Alternative splicing in Alzheimer's disease: Mechanisms, therapeutic implications, and 3D modeling approaches.

Abstract

Alzheimer's disease (AD) is characterized by progressive cognitive decline, memory loss, and behavioral changes. AD is pathologically marked by the accumulation of extracellular amyloid-β (Aβ) oligomers, amyloidogenic plaques, and intracellular neurofibrillary tangles. Amyloid-β protein precursor (AβPP) plays a central role in AD pathology, as it is cleaved by β-secretase and γ-secretase enzymes to generate Aβ peptides and oligomers which aggregate to form neurotoxic fibrils and plaques in the brain. Increased AβPP expression has been correlated to Aβ suggesting a larger role for AβPP function potentially through AβPP isoforms.
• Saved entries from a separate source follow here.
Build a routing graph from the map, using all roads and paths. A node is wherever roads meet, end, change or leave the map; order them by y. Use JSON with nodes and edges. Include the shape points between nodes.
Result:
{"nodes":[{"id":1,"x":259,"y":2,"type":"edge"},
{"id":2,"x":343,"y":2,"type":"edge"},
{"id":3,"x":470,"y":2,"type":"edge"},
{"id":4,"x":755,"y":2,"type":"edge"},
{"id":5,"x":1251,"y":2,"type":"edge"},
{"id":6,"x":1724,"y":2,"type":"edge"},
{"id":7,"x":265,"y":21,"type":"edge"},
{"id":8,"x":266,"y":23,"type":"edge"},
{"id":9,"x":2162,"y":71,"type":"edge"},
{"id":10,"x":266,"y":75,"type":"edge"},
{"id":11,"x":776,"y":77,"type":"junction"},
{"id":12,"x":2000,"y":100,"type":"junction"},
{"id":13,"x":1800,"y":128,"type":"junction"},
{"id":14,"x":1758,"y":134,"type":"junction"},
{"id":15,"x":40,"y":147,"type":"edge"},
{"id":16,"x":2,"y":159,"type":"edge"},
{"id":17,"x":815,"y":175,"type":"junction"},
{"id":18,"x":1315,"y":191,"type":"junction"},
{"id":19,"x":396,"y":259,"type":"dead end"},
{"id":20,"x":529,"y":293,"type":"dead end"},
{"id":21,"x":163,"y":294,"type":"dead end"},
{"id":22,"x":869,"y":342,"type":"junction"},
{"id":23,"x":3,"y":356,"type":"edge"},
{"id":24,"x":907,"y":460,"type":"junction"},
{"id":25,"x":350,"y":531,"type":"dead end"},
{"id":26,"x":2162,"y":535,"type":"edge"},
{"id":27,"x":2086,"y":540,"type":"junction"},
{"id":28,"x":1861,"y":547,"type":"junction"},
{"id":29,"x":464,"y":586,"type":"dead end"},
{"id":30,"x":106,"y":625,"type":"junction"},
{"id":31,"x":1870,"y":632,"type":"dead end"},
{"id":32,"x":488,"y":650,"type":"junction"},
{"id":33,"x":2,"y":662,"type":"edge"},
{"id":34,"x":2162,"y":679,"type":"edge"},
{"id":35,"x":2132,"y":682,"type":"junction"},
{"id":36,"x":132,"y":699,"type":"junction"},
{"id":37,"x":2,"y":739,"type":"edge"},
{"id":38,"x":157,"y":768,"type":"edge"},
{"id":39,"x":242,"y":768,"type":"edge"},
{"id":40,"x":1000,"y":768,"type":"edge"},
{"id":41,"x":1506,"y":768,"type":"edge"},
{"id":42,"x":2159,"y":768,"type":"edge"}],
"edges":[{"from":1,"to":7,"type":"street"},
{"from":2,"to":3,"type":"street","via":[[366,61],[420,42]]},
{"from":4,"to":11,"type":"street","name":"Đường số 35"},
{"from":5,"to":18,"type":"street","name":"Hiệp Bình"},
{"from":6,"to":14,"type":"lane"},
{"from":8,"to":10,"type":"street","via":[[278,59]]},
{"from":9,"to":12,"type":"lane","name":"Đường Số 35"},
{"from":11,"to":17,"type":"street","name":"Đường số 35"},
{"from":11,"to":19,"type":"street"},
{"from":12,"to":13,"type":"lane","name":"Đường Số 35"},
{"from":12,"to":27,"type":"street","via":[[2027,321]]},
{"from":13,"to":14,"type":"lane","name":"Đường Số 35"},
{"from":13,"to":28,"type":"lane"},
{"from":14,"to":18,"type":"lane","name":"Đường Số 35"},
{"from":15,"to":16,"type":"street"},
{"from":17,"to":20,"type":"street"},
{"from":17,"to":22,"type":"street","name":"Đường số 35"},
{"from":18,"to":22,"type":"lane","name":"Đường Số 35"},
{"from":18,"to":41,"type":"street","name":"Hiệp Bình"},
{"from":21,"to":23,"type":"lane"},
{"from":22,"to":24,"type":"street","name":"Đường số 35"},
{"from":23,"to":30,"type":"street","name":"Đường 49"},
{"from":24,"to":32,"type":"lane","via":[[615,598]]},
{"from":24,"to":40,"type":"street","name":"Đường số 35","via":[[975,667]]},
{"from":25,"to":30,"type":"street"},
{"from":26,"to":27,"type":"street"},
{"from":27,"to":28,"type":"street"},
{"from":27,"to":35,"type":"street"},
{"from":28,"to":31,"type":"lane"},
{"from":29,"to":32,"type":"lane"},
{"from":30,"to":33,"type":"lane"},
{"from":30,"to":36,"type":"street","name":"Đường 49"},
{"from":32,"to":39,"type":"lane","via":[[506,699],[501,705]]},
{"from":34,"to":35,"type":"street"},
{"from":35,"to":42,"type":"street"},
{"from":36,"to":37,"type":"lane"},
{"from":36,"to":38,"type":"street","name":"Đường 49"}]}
Alternative splicing (AS) of APP pre-mRNA has emerged as a key regulatory mechanism influencing AβPP function through the generation of distinct isoforms. Similarly, the microtubule-associated protein tau (MAPT) is also subject to alternative splicing, producing isoforms that can contribute to hyperphosphorylation and neurodegeneration. In this review, we explore the role of APP alternative splicing and the regulation of its isoform expression in AD and other neurodegenerative disorders, with a focus on its potential impact on Aβ peptide production. We also discuss recent advances in therapies targeting dysregulated splicing in neurodegenerative diseases and their potential relevance to AD. Finally, we highlight the use of three-dimensional culture models as a platform to study AS regulation in AD and other neurodegeneration-related disorders.